Bellezza v. Menendez – 4th DCA
In this case, the 4th District Court of Appeal remanded a matter for new trial, finding that the attorney/client privilege prohibited the disclosure of the relationship between a plaintiff’s attorney and the plaintiff’s treating physician. In remanding the matter for new trial, the Court applied the Florida Supreme Court’s decision in Worley v. Central Florida Young Men’s Christian Ass’n, 228, So.3d 19 (Fla. 2017), which held that a lawyer’s payments to a plaintiff’s treating physician was not discoverable, and further recognized that the attorney/client privilege protects whether the plaintiff’s lawyer referred the plaintiff to a particular physician.
Kempton v. McComb. – 5th DCA
This case addresses Florida Statute §768.36, which creates an alcohol or drug defense. This defense completely bars a plaintiff’s recovery if, at the time the plaintiff was injured, the plaintiff was under the influence of alcohol or drugs such that his/her normal faculties are impaired and if, as a result of the influence, the plaintiff is greater than 50% at fault for his/her own harm. In this case, while the jury found that the plaintiff was more than 50% at fault and that his blood alcohol was above the legal limit, because the jury did not find that the plaintiff’s fault was due to the intoxication, the defense was not applicable.
Breger v. Robshaw Custom Homes, Inc. – 5th DCA
The Fifth District reversed a Trial Court Order enforcing a settlement and dismissing the complaint with prejudice. Plaintiffs owned certain real property as joint tenants with the right of survivorship. The Defendant entered into a contract with the Appellants to improve the property. After completion, the Plaintiffs were not satisfied with the quality of the work, filing a lawsuit for breach of contract and negligence. Plaintiffs each filed individual proposals for settlement, with the Defendants accepting one of them. The Defendant believed that acceptance of one would end the lawsuit. The Trial Court agreed, stating that the claims were “undifferentiated” and that settlement as to one Plaintiff was binding as to all. The Fifth District disagreed, noting that acceptance must be a mirror image of the offer. The Fifth District noted that the acceptance was not (as it included the other Plaintiffs) and further found that one Plaintiff could not bind the others to a settlement.

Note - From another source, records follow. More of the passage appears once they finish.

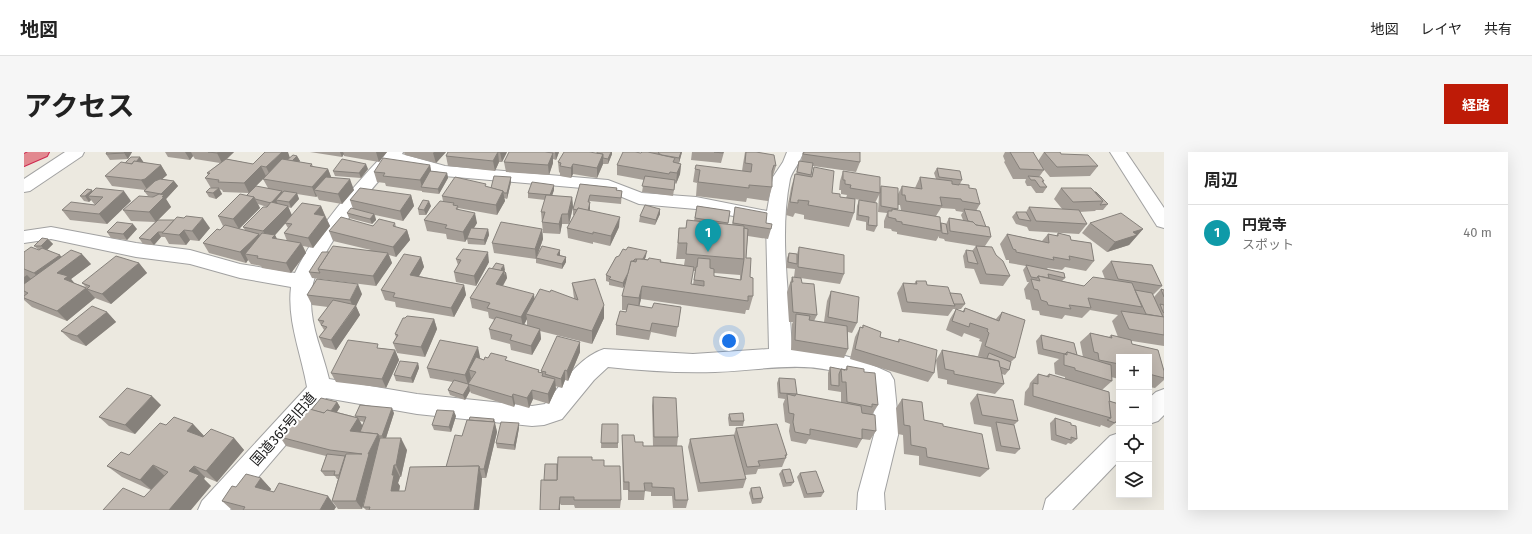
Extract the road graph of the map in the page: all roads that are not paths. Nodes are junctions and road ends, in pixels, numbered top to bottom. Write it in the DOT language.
graph roads {
  1 [pos="41,152"];
  2 [pos="76,152"];
  3 [pos="795,152"];
  4 [pos="1118,152"];
  5 [pos="393,154"];
  6 [pos="24,161"];
  7 [pos="24,187"];
  8 [pos="775,218"];
  9 [pos="1164,222"];
  10 [pos="24,237"];
  11 [pos="302,281"];
  12 [pos="781,357"];
  13 [pos="319,387"];
  14 [pos="1164,399"];
  15 [pos="1152,411"];
  16 [pos="1116,447"];
  17 [pos="871,501"];
  18 [pos="1056,508"];
  19 [pos="212,510"];
  1 -- 6 [label="highway"];
  2 -- 7 [label="street"];
  3 -- 8 [label="street"];
  4 -- 9 [label="street"];
  5 -- 8 [label="street"];
  5 -- 11 [label="street, 国道365号旧道"];
  8 -- 12 [label="street"];
  10 -- 11 [label="street"];
  11 -- 13 [label="street, 国道365号旧道"];
  12 -- 13 [label="street"];
  12 -- 17 [label="street"];
  13 -- 19 [label="street, 国道365号旧道"];
  14 -- 15 [label="street"];
  16 -- 18 [label="street"];
}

Younkin v. Blackwelder – 5th DCA 2019
In this case, the Fifth District held that a plaintiff was entitled to know the total number of times a defense firm has retained an expert to perform a Compulsory Medical Examination as well as the amounts paid to that physician. The Court based this decision on Allstate Ins. Co. v. Boecher, where the Florida Supreme Court held that similar information with respect to an insurer’s relationship with an expert was discoverable. The Fifth District also certified conflict with the Florida Supreme Court’s decision in Worley v. Central Florida YMCA, which held that the attorney-client privilege prohibited a defendant from obtaining discovery from a Plaintiff’s law firm regarding the number of times it referred clients to a particular physician. As the Younkin Court noted, a plaintiff’s firm can refer all of its clients to the same physician and this information is not discoverable, yet the same protections are not afforded to Defendants.